■ WHAT THE EXERCISE ASKS ■
Search the listing below for the word "this" and copy each line where it appears.
****
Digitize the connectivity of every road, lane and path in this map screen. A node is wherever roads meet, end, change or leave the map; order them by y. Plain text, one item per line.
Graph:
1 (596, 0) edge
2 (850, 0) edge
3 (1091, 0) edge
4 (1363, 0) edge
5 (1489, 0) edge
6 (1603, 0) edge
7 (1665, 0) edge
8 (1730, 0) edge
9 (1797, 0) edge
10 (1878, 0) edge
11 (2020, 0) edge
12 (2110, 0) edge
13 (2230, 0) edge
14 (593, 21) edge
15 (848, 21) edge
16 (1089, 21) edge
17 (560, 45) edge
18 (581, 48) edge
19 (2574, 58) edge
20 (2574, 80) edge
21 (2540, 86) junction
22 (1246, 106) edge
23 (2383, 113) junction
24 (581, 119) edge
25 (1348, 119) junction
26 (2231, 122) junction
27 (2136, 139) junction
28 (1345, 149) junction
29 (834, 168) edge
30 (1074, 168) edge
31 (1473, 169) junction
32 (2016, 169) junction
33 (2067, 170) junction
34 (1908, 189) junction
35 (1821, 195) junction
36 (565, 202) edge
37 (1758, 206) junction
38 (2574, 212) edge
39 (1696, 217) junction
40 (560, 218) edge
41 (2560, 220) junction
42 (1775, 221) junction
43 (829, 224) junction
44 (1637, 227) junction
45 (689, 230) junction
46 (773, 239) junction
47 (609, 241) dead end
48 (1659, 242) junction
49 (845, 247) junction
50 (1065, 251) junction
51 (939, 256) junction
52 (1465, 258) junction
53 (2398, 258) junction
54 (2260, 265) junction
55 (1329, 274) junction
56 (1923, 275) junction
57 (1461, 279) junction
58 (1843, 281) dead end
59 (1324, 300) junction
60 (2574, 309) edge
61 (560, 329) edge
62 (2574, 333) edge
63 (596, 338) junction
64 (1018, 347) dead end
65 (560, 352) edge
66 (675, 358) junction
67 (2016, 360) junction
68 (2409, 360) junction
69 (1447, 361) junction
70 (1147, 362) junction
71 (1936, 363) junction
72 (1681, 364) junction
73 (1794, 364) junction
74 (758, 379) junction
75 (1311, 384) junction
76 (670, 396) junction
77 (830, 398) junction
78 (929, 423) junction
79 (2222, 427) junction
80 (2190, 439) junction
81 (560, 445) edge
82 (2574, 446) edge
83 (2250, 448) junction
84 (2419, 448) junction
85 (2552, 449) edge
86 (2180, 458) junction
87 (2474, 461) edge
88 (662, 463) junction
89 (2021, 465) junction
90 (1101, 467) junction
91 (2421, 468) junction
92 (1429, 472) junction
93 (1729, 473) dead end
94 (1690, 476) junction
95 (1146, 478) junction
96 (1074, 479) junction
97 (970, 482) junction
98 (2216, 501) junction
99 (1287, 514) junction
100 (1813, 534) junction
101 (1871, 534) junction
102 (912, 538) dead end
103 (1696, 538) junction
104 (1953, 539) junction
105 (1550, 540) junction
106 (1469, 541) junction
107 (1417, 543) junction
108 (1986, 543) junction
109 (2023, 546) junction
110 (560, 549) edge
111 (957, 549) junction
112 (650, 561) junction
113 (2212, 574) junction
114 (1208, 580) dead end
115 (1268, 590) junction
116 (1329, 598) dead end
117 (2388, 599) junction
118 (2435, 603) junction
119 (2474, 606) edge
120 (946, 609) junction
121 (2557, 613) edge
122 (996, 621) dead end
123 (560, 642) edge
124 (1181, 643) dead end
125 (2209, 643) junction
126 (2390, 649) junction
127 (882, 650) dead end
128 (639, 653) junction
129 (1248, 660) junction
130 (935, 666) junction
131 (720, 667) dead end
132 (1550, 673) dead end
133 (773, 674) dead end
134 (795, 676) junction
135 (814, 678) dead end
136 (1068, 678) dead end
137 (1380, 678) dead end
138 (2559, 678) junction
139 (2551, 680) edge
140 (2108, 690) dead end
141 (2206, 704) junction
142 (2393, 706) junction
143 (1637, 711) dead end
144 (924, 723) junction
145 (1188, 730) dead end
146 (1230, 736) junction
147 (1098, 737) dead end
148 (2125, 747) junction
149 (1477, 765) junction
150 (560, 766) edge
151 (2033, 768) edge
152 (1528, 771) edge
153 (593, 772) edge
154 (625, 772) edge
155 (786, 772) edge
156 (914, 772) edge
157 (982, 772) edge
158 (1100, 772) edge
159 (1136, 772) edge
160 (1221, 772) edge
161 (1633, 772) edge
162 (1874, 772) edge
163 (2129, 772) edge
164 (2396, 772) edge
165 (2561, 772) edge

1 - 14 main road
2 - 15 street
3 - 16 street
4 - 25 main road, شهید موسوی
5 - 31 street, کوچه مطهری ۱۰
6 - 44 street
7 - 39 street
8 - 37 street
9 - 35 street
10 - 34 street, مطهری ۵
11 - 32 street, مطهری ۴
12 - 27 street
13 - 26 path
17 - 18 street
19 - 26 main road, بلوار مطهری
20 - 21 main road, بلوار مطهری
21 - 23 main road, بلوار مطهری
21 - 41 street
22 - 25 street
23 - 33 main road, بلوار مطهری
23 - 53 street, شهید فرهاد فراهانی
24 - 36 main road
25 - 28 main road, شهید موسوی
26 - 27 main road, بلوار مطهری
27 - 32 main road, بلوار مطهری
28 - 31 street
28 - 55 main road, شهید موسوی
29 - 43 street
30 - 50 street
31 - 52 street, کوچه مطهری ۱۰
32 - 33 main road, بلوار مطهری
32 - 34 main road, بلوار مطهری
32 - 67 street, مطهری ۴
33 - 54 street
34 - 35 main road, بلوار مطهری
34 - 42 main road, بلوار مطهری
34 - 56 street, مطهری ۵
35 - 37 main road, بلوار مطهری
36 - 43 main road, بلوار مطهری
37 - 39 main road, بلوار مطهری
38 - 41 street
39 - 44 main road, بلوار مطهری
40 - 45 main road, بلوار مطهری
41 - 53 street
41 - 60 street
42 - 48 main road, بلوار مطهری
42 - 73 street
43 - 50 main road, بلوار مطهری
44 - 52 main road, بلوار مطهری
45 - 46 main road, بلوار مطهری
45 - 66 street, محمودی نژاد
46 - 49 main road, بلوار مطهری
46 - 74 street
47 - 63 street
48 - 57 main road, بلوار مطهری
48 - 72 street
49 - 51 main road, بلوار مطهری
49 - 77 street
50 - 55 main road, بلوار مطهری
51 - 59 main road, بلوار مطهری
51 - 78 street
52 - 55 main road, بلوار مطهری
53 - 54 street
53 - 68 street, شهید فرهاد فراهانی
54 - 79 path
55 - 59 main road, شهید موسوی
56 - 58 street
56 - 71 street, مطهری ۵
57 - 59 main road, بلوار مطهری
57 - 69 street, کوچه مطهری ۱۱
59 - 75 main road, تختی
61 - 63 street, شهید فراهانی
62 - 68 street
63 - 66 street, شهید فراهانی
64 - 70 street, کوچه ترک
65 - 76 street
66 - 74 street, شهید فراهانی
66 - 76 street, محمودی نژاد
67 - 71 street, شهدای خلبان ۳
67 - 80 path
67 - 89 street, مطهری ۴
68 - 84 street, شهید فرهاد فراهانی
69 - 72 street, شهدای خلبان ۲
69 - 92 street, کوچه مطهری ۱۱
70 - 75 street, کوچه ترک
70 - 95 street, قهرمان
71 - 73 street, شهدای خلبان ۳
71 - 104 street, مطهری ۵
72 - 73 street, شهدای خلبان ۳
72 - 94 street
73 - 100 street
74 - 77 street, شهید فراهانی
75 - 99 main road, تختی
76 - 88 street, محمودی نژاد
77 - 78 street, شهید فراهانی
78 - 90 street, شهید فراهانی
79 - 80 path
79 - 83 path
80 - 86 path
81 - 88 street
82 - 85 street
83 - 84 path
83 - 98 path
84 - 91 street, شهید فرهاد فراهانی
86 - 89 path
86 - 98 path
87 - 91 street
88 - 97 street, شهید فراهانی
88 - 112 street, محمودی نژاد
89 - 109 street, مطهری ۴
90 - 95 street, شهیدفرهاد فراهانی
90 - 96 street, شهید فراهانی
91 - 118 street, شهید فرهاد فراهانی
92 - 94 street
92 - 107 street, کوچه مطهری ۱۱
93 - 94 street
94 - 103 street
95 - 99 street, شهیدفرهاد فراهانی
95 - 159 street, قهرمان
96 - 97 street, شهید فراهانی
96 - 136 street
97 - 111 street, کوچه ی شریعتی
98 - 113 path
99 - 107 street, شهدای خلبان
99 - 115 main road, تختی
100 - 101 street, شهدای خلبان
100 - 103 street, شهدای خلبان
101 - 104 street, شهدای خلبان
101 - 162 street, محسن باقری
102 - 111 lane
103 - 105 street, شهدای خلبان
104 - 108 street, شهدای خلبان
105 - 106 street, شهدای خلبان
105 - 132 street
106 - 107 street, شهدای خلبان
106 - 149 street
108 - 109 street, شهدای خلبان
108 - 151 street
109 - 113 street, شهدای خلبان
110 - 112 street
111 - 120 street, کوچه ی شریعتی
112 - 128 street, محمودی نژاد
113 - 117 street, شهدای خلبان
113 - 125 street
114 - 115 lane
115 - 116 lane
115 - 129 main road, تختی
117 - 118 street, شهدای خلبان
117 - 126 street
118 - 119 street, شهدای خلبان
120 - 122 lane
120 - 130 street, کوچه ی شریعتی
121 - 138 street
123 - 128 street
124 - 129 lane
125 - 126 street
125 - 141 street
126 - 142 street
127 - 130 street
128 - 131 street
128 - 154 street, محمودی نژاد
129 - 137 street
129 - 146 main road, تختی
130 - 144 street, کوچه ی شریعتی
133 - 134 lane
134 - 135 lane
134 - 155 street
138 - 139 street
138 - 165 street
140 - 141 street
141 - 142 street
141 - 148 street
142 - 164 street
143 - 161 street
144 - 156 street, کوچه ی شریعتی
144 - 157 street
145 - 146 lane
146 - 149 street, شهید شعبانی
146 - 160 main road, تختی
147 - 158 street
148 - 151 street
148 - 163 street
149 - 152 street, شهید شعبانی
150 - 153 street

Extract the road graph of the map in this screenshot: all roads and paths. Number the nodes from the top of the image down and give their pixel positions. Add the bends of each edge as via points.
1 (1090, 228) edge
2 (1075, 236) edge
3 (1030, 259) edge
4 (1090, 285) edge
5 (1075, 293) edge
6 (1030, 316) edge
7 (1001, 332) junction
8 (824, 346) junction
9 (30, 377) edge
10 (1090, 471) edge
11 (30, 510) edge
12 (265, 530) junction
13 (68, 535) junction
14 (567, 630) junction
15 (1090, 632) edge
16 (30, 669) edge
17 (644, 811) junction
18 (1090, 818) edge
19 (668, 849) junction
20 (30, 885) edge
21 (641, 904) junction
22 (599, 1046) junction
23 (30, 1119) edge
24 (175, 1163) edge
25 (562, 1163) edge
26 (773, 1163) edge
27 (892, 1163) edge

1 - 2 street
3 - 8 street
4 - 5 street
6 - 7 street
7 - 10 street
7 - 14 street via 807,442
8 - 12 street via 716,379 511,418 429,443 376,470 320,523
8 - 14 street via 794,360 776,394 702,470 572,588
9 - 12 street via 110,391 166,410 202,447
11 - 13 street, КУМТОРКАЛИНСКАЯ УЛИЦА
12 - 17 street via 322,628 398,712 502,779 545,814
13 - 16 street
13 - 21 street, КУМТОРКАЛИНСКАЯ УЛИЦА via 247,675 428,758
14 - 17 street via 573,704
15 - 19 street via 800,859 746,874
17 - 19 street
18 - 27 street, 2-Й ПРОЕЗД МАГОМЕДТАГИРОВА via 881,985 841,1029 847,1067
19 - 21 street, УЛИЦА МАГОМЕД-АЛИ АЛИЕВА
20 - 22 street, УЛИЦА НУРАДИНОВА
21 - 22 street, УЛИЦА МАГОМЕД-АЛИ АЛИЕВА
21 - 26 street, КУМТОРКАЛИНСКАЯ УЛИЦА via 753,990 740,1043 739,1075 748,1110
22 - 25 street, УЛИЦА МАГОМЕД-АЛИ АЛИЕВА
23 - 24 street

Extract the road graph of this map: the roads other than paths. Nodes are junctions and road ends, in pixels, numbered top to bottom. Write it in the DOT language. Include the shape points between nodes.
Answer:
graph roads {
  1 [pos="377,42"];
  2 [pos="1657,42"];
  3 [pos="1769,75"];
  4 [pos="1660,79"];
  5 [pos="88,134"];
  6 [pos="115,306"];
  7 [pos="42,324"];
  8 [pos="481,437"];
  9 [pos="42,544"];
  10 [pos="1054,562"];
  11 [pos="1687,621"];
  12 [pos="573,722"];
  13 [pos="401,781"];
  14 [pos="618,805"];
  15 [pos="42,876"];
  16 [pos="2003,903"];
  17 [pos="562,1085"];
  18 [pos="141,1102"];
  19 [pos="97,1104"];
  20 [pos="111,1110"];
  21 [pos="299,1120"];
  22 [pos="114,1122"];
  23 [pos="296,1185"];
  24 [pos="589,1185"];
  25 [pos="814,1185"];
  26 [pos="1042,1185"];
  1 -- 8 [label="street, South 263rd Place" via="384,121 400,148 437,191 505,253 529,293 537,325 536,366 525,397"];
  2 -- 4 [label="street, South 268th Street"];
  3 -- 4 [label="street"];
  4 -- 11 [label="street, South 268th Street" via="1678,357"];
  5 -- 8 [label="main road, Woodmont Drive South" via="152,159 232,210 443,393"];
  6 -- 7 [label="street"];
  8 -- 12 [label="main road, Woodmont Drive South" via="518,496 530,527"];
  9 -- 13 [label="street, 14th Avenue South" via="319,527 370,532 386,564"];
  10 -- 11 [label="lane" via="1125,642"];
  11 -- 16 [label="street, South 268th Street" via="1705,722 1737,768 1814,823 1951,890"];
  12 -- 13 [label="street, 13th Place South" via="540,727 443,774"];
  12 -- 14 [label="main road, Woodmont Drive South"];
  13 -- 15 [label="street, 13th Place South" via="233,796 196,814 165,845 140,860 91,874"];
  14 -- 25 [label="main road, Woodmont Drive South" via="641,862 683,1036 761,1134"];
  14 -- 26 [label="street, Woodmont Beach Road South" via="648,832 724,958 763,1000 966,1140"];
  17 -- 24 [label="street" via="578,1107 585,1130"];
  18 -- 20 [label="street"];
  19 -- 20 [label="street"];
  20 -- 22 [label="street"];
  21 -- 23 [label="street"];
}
****
■ ANSWER TO THE EXERCISE ■
Digitize the connectivity of every road, lane and path in this map screen. A node is wherever roads meet, end, change or leave the map; order them by y. Plain text, one item per line.
Extract the road graph of the map in this screenshot: all roads and paths. Number the nodes from the top of the image down and give their pixel positions. Add the bends of each edge as via points.
Extract the road graph of this map: the roads other than paths. Nodes are junctions and road ends, in pixels, numbered top to bottom. Write it in the DOT language. Include the shape points between nodes.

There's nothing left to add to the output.